Publié le : 3 novembre 2016

Dernière mise à jour : 31 octobre 2020

 

Cette histoire n’est pas la mienne ; elle appartient à Georges qui, à l’automne de sa vie, se retrouve aussi enflammé que le grand érable debout devant sa maison. À son grand étonnement, une fougue nouvelle le consume. Il ne se croyait plus capable d’une telle énergie à son âge, ni d’autant d’émotions. C’est son été…

Cette histoire n’est pas la mienne ; elle appartient à Georges qui, à l’automne de sa vie, se retrouve aussi enflammé que le grand érable debout devant sa maison. À son grand étonnement, une fougue nouvelle le consume. Il ne se croyait plus capable d’une telle énergie à son âge, ni d’autant d’émotions. C’est son été indien ; le dernier coup de chaleur avant l’hiver peut-être. Le feu de joie clôturant une journée bien remplie. Hier, dans un texto, son petit-fils l’a traité de « speedé » et ses enfants ne l’ont jamais vu aussi exubérant. Surtout pas depuis le décès de leur mère.

La semaine dernière, il a ressenti le besoin de sortir enfin de sa tanière, de retrouver les copains. Et il s’est présenté au dîner mensuel du Club de l’âge d’or, endimanché bien sûr, profitant de sa chance d’exhiber une légère coquetterie.

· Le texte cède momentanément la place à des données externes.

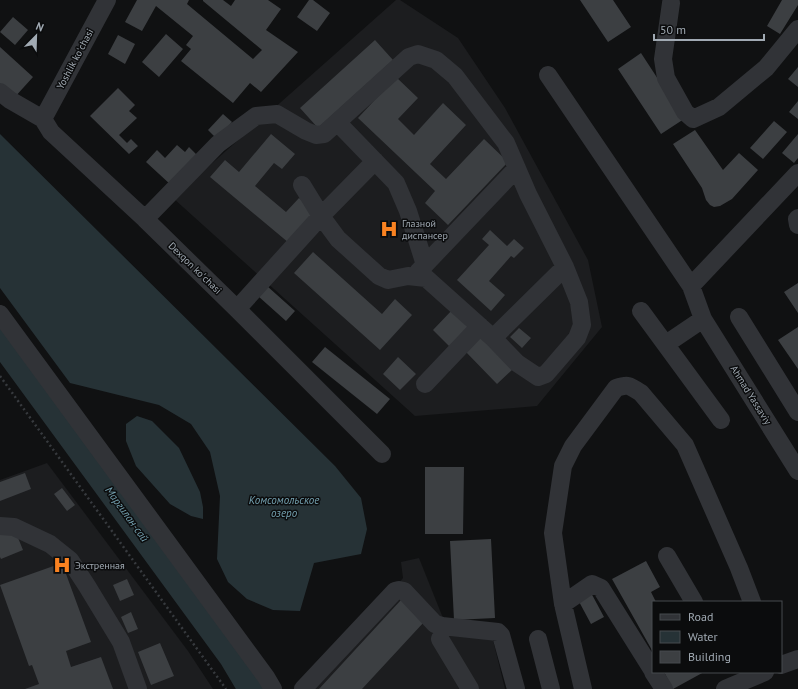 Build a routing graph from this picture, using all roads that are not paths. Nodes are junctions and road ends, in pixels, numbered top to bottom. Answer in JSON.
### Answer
{"nodes":[{"id":1,"x":107,"y":0,"type":"edge"},
{"id":2,"x":671,"y":3,"type":"dead end"},
{"id":3,"x":798,"y":29,"type":"edge"},
{"id":4,"x":548,"y":75,"type":"dead end"},
{"id":5,"x":0,"y":92,"type":"edge"},
{"id":6,"x":43,"y":119,"type":"junction"},
{"id":7,"x":337,"y":122,"type":"junction"},
{"id":8,"x":375,"y":161,"type":"junction"},
{"id":9,"x":517,"y":168,"type":"junction"},
{"id":10,"x":798,"y":173,"type":"edge"},
{"id":11,"x":302,"y":185,"type":"dead end"},
{"id":12,"x":321,"y":216,"type":"junction"},
{"id":13,"x":145,"y":219,"type":"junction"},
{"id":14,"x":565,"y":267,"type":"junction"},
{"id":15,"x":419,"y":271,"type":"junction"},
{"id":16,"x":691,"y":286,"type":"junction"},
{"id":17,"x":236,"y":309,"type":"junction"},
{"id":18,"x":641,"y":311,"type":"dead end"},
{"id":19,"x":0,"y":314,"type":"edge"},
{"id":20,"x":739,"y":317,"type":"dead end"},
{"id":21,"x":703,"y":319,"type":"junction"},
{"id":22,"x":486,"y":332,"type":"junction"},
{"id":23,"x":666,"y":344,"type":"junction"},
{"id":24,"x":425,"y":384,"type":"dead end"},
{"id":25,"x":798,"y":412,"type":"edge"},
{"id":26,"x":721,"y":420,"type":"dead end"},
{"id":27,"x":382,"y":454,"type":"dead end"},
{"id":28,"x":798,"y":471,"type":"edge"},
{"id":29,"x":0,"y":526,"type":"edge"},
{"id":30,"x":667,"y":556,"type":"dead end"},
{"id":31,"x":693,"y":601,"type":"edge"},
{"id":32,"x":752,"y":601,"type":"edge"},
{"id":33,"x":563,"y":604,"type":"junction"},
{"id":34,"x":440,"y":639,"type":"dead end"},
{"id":35,"x":538,"y":639,"type":"dead end"},
{"id":36,"x":798,"y":659,"type":"edge"},
{"id":37,"x":782,"y":665,"type":"edge"},
{"id":38,"x":652,"y":670,"type":"edge"},
{"id":39,"x":654,"y":673,"type":"edge"},
{"id":40,"x":760,"y":673,"type":"edge"},
{"id":41,"x":739,"y":677,"type":"edge"},
{"id":42,"x":138,"y":689,"type":"edge"},
{"id":43,"x":273,"y":689,"type":"edge"},
{"id":44,"x":303,"y":689,"type":"edge"},
{"id":45,"x":470,"y":689,"type":"edge"},
{"id":46,"x":516,"y":689,"type":"edge"},
{"id":47,"x":551,"y":689,"type":"edge"},
{"id":48,"x":583,"y":689,"type":"edge"},
{"id":49,"x":664,"y":689,"type":"edge"},
{"id":50,"x":725,"y":689,"type":"edge"}],
"edges":[{"from":1,"to":6,"type":"street","name":"Yoshlik koʻchasi"},
{"from":2,"to":3,"type":"street"},
{"from":4,"to":16,"type":"street","name":"Ahmad Yassaviy"},
{"from":5,"to":6,"type":"street","name":"Dexqon koʻchasi"},
{"from":6,"to":13,"type":"street","name":"Dexqon koʻchasi"},
{"from":7,"to":8,"type":"street"},
{"from":7,"to":9,"type":"street"},
{"from":7,"to":13,"type":"street"},
{"from":8,"to":12,"type":"street"},
{"from":8,"to":15,"type":"street"},
{"from":9,"to":14,"type":"street"},
{"from":9,"to":15,"type":"street"},
{"from":10,"to":16,"type":"street"},
{"from":11,"to":12,"type":"street"},
{"from":12,"to":15,"type":"street"},
{"from":12,"to":17,"type":"street"},
{"from":13,"to":17,"type":"street","name":"Dexqon koʻchasi"},
{"from":14,"to":22,"type":"street"},
{"from":14,"to":22,"type":"street"},
{"from":15,"to":22,"type":"street"},
{"from":16,"to":21,"type":"street","name":"Ahmad Yassaviy"},
{"from":17,"to":27,"type":"street","name":"Dexqon koʻchasi"},
{"from":18,"to":23,"type":"street"},
{"from":19,"to":43,"type":"street"},
{"from":20,"to":25,"type":"street"},
{"from":21,"to":23,"type":"street"},
{"from":21,"to":28,"type":"street","name":"Ahmad Yassaviy"},
{"from":22,"to":24,"type":"street"},
{"from":23,"to":26,"type":"street"},
{"from":29,"to":42,"type":"street"},
{"from":30,"to":31,"type":"street"},
{"from":32,"to":33,"type":"street"},
{"from":33,"to":38,"type":"street"},
{"from":33,"to":48,"type":"street"},
{"from":34,"to":45,"type":"street"},
{"from":35,"to":47,"type":"street"},
{"from":36,"to":37,"type":"street"},
{"from":39,"to":49,"type":"street"},
{"from":40,"to":41,"type":"street"},
{"from":41,"to":50,"type":"street"},
{"from":44,"to":46,"type":"street"}]}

Il ne remarqua pas tout de suite le grand nombre de nouveaux membres et ne fut pas accueilli aussi chaleureusement qu’il l’aurait souhaité. L’ambiance a changé au Club depuis le temps. Par contre, un petit bout de femme qu’il n’avait jamais vue l’impressionna vivement et accapara toute son attention. Elle affichait une rare élégance et irradiait une gaieté contagieuse. Un groupe d’amies la serraient de près comme autant de gardes du corps. Ça caquetait fort ; on aurait dit une basse-cour. Georges s’y fraya un passage et dut serrer plusieurs mains molles avant de se présenter à elle. La dame tirait sa prestance de sa grande beauté. Elle se prénommait Rosalie, mais elle précisa que son entourage l’appelait Rose. C’était dans l’ordre des choses, se dit-il. Subjugué, il se joignit à son cortège. Quelle allure elle avait ! Il nota qu’elle était une des rares femmes à porter une robe ce soir-là. Et il fut amusé par sa curieuse façon, lorsqu’assise, de la projeter vers l’avant comme pour se couvrir les genoux.

Il ne réalisait pas alors vraiment l’état dans lequel cette rencontre le plongeait. Entortillé dans sa maladresse et agressé par le verbiage ambiant, il laissa la soirée passer et rentra bêtement chez lui sans avoir seulement tenté de montrer à Rose son intérêt. Encore aujourd’hui, il est incapable de détacher ses pensées de « sa » Rose. Elle avait bien répondu à ses attentions, mais qu’en conclure ? Il s’en veut bien sûr de n’avoir pas su se manifester ; il n’était pas préparé à un tel tourbillon d’émotions. Et il peste encore contre ces vieilles souffreteuses qui les ont tenus éloignés l’un de l’autre tout ce temps. Il a failli s’emporter hier quand le président du Club a refusé de lui révéler le numéro de téléphone de sa flamme sous prétexte de « respect de la vie privée ». Il n’arrive pas à se soustraire à la vision de cette femme soudainement omniprésente dans son désert affectif. Il est prisonnier dans l’œil d’un ouragan ; il croule sous l’empire de ses humeurs, sous le joug de ses hormones.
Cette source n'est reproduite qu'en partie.